EXERCISE GOAL | Every line of the material that includes the word "Avenue" is to be shown.
MATERIAL PROVIDED START
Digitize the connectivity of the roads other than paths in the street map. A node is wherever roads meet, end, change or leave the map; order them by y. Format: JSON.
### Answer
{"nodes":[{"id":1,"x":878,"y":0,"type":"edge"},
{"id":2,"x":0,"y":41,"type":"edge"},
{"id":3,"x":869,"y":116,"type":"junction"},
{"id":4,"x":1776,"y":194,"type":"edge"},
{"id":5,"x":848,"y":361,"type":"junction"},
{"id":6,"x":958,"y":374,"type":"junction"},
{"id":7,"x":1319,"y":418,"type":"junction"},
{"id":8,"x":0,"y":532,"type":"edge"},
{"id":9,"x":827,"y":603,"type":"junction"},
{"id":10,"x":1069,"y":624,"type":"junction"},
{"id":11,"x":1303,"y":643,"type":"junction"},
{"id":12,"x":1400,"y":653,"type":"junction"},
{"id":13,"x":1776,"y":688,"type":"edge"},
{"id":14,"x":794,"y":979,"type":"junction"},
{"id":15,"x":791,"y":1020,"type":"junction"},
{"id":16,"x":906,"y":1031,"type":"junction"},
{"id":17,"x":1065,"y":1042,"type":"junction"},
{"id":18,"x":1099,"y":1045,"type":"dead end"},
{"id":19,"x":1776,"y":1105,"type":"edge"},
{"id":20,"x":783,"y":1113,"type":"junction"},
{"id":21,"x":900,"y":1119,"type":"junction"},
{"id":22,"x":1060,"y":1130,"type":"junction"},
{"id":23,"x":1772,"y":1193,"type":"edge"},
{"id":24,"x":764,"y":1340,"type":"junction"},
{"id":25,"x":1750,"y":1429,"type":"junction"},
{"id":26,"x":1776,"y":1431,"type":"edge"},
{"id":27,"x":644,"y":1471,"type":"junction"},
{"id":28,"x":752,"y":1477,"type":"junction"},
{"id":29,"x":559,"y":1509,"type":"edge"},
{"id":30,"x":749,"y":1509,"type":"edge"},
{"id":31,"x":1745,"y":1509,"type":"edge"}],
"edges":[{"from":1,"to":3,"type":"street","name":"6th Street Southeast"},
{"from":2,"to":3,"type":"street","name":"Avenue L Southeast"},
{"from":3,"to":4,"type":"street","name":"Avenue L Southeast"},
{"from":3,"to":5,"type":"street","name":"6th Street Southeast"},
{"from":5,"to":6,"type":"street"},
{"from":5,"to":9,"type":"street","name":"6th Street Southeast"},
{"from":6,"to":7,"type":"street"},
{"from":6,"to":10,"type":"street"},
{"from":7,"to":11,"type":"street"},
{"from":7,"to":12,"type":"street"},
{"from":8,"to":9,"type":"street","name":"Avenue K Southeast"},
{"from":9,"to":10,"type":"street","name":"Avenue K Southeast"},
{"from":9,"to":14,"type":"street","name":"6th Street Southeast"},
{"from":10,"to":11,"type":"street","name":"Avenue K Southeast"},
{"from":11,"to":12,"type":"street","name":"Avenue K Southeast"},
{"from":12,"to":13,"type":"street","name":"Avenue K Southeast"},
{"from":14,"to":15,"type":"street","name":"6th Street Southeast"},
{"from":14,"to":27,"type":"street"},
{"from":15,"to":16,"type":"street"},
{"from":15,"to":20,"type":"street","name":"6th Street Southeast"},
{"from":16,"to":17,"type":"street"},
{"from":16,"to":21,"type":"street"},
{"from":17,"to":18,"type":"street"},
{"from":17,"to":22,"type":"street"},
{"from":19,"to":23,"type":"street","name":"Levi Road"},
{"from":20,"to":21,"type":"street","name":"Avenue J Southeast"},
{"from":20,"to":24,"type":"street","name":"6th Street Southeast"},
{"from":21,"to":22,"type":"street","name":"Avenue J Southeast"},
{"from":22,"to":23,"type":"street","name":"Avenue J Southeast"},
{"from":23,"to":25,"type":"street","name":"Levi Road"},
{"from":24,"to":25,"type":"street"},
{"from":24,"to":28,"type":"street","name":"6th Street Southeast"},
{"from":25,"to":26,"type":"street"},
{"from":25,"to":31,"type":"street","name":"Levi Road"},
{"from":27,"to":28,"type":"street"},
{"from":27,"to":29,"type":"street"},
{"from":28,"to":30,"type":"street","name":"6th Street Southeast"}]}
MATERIAL PROVIDED END
RESULT BELOW |
{"from":2,"to":3,"type":"street","name":"Avenue L Southeast"},
{"from":3,"to":4,"type":"street","name":"Avenue L Southeast"},
{"from":8,"to":9,"type":"street","name":"Avenue K Southeast"},
{"from":9,"to":10,"type":"street","name":"Avenue K Southeast"},
{"from":10,"to":11,"type":"street","name":"Avenue K Southeast"},
{"from":11,"to":12,"type":"street","name":"Avenue K Southeast"},
{"from":12,"to":13,"type":"street","name":"Avenue K Southeast"},
{"from":20,"to":21,"type":"street","name":"Avenue J Southeast"},
{"from":21,"to":22,"type":"street","name":"Avenue J Southeast"},
{"from":22,"to":23,"type":"street","name":"Avenue J Southeast"},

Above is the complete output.